With a market capitalization of more than $300 million, and a U.S.-based (Seattle) management team, LLEN must know that Kabani is no longer an appropriate choice for the company, and that the reputation of the auditor is being questioned by U.S. media. Yet the company reappointed Kabani for their 2011 fiscal year in September, continuing to be the (by a wide margin) largest Chinese client of the firm. In an obvious attempt to strengthen management credibility LLEN decided to hire or appoint several retired White House officials. In August, Norman Mineta (former U.S. Secretary of Transportation) was hired for an annual salary of $250,000. This week LLEN hired Edmund Moy, former Director of the U.S. Mint and special advisor to President George W. Bush, for an undisclosed salary.
Kabani's second largest Chinese client is China Green Agriculture (CGA), a company that has already come under pressure by short sellers this year. In late November, China Green retained Ernst & Young to assist the company with strengthening internal controls, and said they were continuing "discussions on the hiring of a new independent auditor." CGA seems to on the right track, however we'll have to wait if words are followed by actions anytime soon.
There are several other small U.S. accounting firms with a bunch of Chinese clients. Child, Van Wagoner & Bradshaw is a Utah-based firm with six partners and an office in Hong Kong. The 2009 PCAOB inspection of Child found several significant deficiencies. Among their clients are Longwei Petroleum (LPH, $265 million market cap) and Yuhe International (YUII, $175 million). Both these companies are growing fast, expanding their business rapidly, and I would expect them to be mature enough already to upgrade their auditors to at least a Top 10 firm.

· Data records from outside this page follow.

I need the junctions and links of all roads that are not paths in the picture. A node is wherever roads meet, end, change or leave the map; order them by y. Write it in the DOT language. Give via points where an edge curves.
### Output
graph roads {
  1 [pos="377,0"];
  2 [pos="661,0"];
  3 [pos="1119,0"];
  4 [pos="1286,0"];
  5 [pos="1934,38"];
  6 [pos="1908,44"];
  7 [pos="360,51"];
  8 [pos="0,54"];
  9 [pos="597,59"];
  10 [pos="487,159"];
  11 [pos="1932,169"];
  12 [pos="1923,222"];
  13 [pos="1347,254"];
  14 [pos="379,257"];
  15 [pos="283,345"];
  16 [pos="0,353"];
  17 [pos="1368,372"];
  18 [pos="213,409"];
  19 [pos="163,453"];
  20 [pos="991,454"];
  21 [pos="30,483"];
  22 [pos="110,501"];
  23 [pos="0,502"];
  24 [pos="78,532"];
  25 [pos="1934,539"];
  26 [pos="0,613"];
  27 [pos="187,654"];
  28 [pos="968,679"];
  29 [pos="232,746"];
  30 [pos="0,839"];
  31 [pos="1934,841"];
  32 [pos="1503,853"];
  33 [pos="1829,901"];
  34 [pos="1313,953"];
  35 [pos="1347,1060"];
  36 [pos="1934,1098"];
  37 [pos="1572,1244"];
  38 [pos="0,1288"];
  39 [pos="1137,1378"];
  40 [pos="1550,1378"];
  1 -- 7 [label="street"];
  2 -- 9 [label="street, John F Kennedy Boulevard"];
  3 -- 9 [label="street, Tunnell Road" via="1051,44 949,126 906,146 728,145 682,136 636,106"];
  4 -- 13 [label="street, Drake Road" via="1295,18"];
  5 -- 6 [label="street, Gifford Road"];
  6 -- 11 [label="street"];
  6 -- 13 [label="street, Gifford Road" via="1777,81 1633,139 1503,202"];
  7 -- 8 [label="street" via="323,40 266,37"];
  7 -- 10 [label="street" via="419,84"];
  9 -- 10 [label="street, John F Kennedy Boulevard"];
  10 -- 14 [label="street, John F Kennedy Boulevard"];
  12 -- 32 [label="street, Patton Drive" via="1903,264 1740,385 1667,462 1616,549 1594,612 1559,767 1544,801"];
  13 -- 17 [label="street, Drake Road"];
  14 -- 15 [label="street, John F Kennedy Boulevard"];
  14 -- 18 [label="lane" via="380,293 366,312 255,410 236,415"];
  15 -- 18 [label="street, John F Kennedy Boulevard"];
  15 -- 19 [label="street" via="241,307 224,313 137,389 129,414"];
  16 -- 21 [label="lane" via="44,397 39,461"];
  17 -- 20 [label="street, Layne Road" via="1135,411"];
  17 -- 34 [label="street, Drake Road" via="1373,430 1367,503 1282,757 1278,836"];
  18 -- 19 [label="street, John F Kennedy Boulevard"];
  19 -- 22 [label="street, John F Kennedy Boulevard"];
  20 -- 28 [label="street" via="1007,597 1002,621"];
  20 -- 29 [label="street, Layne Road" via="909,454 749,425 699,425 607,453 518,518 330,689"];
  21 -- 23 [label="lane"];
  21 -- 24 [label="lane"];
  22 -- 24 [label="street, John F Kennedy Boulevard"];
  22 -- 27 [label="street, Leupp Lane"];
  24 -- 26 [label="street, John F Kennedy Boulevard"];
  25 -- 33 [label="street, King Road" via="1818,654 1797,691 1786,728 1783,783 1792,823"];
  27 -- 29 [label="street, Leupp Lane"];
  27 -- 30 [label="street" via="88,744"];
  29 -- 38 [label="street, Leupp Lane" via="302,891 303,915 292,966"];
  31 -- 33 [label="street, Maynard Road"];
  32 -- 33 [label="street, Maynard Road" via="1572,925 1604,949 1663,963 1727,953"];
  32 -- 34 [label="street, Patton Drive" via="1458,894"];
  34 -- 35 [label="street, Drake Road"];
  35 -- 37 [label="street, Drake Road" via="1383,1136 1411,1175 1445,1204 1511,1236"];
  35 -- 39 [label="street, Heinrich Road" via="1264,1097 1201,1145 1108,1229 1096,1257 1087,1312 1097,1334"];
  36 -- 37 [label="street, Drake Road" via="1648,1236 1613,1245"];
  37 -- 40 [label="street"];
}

And the last accounting firm I want to mention here is Sherb & Co., another small U.S. firm with many reverse merger clients. Almost periodically there are issues with Sherb clients, most recently China Education Alliance (CEU) came under severe pressure with fraud allegations that found their way to mainstream financial media and led to the stock being halted twice this month. The largest of Sherb's Chinese clients, China Integrated Energy (CBEH), took immediate action and upgraded to a Big4 auditor. This is what you want to see as a long investor, let's hope many others will follow suit.